- [What you should do]: Find the line containing "#include <stddef.h>" in the entries below. Restate it and each line after it, word for word, up to and including the line containing "ctx = cairo_create(surface);".

Stored data:

::::::::

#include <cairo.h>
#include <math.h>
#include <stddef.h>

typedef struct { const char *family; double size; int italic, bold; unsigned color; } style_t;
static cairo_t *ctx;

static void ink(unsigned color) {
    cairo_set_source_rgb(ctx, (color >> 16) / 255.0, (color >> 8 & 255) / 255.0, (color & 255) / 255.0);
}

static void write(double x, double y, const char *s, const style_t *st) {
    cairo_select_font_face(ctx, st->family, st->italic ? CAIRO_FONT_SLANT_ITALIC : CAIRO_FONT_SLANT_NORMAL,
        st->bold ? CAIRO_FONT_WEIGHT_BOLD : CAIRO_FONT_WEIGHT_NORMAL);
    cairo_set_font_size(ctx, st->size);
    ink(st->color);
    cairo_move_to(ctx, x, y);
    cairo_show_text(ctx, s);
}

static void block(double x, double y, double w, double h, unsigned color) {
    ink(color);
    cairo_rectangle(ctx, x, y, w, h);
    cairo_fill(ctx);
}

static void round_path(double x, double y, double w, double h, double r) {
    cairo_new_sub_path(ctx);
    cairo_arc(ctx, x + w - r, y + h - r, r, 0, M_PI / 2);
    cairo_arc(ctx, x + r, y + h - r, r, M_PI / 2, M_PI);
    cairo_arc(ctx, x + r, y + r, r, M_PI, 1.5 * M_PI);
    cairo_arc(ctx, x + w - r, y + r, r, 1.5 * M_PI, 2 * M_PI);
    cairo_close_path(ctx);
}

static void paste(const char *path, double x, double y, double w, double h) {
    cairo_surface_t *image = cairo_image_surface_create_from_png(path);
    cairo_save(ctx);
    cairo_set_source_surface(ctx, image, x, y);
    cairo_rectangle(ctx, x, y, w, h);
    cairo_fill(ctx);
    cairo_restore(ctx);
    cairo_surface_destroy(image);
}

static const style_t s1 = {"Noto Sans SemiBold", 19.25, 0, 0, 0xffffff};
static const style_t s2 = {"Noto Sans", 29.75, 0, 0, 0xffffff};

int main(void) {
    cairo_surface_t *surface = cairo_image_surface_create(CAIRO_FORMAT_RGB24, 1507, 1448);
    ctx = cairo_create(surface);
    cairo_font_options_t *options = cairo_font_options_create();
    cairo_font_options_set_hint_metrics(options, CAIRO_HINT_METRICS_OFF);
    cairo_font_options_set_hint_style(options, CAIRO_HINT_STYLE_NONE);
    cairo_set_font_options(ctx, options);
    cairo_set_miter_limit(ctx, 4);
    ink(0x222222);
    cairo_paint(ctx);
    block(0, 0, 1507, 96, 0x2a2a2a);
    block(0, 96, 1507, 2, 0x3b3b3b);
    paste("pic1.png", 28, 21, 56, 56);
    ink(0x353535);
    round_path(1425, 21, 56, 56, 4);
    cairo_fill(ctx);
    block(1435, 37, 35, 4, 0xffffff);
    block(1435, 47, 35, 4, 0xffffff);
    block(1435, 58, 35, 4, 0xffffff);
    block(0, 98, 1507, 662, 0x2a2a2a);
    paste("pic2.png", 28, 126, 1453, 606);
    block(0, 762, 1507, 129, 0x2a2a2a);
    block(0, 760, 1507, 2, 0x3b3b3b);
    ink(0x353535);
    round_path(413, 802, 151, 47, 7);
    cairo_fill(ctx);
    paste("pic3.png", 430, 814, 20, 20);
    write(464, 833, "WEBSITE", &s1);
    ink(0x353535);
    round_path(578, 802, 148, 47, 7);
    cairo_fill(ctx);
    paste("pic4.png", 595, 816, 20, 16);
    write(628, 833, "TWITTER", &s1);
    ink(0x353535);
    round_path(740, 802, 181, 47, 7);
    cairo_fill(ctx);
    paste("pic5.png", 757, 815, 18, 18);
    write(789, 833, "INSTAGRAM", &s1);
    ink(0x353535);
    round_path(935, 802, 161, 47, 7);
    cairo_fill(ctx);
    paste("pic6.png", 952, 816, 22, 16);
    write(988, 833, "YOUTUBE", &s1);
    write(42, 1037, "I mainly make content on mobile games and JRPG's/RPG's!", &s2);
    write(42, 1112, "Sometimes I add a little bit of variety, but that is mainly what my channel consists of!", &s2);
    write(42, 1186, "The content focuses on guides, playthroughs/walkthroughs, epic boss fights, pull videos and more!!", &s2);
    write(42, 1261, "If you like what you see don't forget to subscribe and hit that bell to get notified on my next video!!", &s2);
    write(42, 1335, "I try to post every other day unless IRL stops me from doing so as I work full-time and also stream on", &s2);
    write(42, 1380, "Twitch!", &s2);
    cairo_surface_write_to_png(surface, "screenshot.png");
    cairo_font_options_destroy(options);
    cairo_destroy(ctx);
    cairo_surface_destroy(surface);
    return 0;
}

::::::::

- [Answer area]:
#include <stddef.h>

typedef struct { const char *family; double size; int italic, bold; unsigned color; } style_t;
static cairo_t *ctx;

static void ink(unsigned color) {
    cairo_set_source_rgb(ctx, (color >> 16) / 255.0, (color >> 8 & 255) / 255.0, (color & 255) / 255.0);
}

static void write(double x, double y, const char *s, const style_t *st) {
    cairo_select_font_face(ctx, st->family, st->italic ? CAIRO_FONT_SLANT_ITALIC : CAIRO_FONT_SLANT_NORMAL,
        st->bold ? CAIRO_FONT_WEIGHT_BOLD : CAIRO_FONT_WEIGHT_NORMAL);
    cairo_set_font_size(ctx, st->size);
    ink(st->color);
    cairo_move_to(ctx, x, y);
    cairo_show_text(ctx, s);
}

static void block(double x, double y, double w, double h, unsigned color) {
    ink(color);
    cairo_rectangle(ctx, x, y, w, h);
    cairo_fill(ctx);
}

static void round_path(double x, double y, double w, double h, double r) {
    cairo_new_sub_path(ctx);
    cairo_arc(ctx, x + w - r, y + h - r, r, 0, M_PI / 2);
    cairo_arc(ctx, x + r, y + h - r, r, M_PI / 2, M_PI);
    cairo_arc(ctx, x + r, y + r, r, M_PI, 1.5 * M_PI);
    cairo_arc(ctx, x + w - r, y + r, r, 1.5 * M_PI, 2 * M_PI);
    cairo_close_path(ctx);
}

static void paste(const char *path, double x, double y, double w, double h) {
    cairo_surface_t *image = cairo_image_surface_create_from_png(path);
    cairo_save(ctx);
    cairo_set_source_surface(ctx, image, x, y);
    cairo_rectangle(ctx, x, y, w, h);
    cairo_fill(ctx);
    cairo_restore(ctx);
    cairo_surface_destroy(image);
}

static const style_t s1 = {"Noto Sans SemiBold", 19.25, 0, 0, 0xffffff};
static const style_t s2 = {"Noto Sans", 29.75, 0, 0, 0xffffff};

int main(void) {
    cairo_surface_t *surface = cairo_image_surface_create(CAIRO_FORMAT_RGB24, 1507, 1448);
    ctx = cairo_create(surface);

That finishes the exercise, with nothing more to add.